### Work instructions
From the records below, transcribe exactly the lines that begin at the line with "cairo_move_to(cr, 63, 331);" and end at the line with "cairo_move_to(cr, 427, 449);", both included.

################

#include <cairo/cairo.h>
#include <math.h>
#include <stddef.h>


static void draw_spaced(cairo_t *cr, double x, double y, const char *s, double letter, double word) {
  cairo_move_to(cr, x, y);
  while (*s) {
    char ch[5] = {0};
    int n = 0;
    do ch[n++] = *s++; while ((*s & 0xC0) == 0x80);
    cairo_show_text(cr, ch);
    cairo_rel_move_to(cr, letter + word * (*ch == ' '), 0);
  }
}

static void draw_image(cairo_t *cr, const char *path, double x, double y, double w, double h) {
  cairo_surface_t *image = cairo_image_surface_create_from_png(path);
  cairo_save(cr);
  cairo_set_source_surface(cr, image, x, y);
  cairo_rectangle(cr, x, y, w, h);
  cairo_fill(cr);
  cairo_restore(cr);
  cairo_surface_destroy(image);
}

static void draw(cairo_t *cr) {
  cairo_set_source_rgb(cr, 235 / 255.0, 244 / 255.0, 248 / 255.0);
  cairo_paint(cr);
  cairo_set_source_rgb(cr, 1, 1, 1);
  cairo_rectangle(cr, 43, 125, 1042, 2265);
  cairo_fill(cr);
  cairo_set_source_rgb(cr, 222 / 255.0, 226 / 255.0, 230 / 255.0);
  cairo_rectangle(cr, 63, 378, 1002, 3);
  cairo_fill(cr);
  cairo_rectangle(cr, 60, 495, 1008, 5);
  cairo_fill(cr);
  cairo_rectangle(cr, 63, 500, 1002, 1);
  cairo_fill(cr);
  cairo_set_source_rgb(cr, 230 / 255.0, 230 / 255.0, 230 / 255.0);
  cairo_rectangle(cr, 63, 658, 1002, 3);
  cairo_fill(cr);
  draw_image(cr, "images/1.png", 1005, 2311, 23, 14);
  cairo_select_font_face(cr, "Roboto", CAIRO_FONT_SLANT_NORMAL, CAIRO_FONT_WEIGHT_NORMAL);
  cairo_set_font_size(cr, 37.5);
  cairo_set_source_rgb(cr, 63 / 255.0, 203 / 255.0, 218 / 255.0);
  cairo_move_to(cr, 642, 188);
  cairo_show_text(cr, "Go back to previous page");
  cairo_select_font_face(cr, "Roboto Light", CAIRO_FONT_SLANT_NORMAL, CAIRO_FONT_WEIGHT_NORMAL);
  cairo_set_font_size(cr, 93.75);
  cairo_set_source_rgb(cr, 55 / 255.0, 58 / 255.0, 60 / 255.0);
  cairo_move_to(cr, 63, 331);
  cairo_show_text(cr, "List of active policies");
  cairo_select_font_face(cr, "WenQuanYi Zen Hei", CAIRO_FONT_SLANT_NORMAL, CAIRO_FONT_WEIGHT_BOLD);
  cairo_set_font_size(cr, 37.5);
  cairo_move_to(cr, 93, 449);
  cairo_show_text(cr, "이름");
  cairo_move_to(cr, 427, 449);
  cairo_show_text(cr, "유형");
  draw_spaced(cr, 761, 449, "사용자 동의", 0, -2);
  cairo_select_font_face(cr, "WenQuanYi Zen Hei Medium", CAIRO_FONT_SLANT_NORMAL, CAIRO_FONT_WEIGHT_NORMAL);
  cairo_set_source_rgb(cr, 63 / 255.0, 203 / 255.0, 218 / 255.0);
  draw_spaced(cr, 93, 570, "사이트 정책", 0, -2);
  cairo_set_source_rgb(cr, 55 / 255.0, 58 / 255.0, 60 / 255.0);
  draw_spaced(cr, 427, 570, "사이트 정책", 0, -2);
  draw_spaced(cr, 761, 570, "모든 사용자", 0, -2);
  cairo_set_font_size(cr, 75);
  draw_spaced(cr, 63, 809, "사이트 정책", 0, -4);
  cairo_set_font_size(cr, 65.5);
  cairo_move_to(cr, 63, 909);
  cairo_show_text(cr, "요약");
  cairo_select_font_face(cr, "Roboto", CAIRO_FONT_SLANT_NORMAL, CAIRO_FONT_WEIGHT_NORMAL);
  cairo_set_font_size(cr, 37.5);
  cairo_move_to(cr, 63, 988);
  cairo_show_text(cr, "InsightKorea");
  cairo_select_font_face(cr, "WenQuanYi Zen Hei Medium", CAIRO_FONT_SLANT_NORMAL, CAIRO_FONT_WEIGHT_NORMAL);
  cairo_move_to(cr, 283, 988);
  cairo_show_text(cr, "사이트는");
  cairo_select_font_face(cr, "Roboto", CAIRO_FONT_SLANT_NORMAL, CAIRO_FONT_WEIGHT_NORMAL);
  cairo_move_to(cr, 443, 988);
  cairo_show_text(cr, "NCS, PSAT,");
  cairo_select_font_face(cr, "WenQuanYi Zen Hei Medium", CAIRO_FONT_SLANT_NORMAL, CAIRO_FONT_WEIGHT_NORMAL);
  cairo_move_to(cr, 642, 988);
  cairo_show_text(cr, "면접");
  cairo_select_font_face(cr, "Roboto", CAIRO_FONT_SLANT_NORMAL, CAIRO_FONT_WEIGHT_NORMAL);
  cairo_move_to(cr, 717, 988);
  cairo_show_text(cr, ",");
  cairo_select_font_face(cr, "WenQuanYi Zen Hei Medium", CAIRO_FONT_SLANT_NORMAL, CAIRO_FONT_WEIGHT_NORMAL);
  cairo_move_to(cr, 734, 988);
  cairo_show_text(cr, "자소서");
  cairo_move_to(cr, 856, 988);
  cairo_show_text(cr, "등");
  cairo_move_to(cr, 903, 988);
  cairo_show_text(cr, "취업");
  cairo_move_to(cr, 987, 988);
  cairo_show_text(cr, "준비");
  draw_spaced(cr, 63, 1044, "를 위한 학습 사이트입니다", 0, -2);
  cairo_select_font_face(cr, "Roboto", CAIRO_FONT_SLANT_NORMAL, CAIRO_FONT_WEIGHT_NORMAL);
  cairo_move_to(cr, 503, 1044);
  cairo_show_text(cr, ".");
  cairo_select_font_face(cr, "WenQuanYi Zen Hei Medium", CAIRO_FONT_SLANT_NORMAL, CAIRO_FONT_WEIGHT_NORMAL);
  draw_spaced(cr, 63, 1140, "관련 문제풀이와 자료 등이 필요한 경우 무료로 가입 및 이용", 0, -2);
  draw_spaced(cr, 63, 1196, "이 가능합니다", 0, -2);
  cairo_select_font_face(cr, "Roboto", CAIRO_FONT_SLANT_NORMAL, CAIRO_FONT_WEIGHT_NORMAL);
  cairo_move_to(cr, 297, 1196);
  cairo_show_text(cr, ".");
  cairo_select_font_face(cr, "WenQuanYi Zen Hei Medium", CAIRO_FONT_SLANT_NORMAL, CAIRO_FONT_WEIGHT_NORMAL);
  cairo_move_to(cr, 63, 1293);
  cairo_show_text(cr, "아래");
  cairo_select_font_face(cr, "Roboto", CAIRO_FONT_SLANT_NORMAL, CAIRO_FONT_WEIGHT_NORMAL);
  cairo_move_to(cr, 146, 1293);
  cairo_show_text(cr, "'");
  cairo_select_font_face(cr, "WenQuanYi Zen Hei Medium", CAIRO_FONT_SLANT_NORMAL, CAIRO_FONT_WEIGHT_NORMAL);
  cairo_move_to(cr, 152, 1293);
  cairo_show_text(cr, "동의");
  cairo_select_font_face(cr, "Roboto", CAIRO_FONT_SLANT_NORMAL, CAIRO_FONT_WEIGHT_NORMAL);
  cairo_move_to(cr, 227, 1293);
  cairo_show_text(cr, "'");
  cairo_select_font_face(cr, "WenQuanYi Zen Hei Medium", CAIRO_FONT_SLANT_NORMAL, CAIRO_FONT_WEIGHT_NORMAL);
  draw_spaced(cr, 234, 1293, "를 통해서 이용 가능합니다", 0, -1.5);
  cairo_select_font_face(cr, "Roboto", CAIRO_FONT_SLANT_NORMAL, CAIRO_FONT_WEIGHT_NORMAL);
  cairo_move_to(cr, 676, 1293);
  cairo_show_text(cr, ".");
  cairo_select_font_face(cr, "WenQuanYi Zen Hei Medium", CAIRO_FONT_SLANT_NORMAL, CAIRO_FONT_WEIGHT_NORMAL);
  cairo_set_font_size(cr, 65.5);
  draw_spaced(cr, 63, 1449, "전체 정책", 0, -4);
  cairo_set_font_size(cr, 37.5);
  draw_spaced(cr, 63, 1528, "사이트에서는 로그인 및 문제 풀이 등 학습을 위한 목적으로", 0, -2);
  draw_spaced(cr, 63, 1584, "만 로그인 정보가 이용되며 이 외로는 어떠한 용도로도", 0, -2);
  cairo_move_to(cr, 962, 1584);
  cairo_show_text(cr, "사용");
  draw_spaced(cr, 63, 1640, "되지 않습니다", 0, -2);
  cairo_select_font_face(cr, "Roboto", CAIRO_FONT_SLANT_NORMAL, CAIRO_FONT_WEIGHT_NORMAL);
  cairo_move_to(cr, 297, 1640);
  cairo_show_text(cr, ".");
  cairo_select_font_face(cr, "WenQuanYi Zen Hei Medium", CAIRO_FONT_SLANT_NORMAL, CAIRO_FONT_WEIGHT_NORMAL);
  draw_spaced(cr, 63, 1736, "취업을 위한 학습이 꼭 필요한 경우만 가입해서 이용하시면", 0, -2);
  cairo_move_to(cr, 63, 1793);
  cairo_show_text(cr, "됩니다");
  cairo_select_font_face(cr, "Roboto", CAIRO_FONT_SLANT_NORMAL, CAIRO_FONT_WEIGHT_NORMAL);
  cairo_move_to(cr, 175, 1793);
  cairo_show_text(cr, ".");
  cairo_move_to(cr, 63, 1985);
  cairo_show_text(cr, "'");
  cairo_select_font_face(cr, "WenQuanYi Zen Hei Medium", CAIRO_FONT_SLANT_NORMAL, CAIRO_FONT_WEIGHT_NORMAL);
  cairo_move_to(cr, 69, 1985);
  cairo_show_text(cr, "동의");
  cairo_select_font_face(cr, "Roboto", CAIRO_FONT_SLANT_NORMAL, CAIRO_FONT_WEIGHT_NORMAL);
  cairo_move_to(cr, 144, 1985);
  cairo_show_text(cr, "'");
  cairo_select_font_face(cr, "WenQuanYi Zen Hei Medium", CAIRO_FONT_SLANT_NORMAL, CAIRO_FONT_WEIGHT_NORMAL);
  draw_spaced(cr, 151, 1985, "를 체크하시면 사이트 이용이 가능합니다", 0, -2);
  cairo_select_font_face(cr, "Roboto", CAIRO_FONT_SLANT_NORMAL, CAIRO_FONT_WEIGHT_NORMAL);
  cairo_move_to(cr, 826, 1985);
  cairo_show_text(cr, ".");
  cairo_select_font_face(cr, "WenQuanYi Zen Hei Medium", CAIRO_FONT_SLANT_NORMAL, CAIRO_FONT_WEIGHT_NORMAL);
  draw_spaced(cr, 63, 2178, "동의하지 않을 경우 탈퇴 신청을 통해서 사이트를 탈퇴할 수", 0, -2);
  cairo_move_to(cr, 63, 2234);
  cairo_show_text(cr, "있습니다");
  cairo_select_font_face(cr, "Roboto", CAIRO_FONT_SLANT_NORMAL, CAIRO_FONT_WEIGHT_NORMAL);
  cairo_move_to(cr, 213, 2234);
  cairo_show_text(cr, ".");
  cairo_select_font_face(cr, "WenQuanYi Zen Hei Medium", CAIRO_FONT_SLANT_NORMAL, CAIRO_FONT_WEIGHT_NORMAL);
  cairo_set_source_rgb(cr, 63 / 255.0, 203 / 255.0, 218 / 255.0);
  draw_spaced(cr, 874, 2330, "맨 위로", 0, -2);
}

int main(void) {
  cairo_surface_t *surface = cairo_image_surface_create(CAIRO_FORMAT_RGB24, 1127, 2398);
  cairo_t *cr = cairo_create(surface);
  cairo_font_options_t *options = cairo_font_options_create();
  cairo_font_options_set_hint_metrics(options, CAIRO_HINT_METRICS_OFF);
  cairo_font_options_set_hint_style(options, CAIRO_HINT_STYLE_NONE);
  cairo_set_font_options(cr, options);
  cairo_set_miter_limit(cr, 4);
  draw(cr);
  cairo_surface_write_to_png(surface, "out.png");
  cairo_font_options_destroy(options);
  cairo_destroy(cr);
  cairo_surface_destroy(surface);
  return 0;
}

################

### Task result
  cairo_move_to(cr, 63, 331);
  cairo_show_text(cr, "List of active policies");
  cairo_select_font_face(cr, "WenQuanYi Zen Hei", CAIRO_FONT_SLANT_NORMAL, CAIRO_FONT_WEIGHT_BOLD);
  cairo_set_font_size(cr, 37.5);
  cairo_move_to(cr, 93, 449);
  cairo_show_text(cr, "이름");
  cairo_move_to(cr, 427, 449);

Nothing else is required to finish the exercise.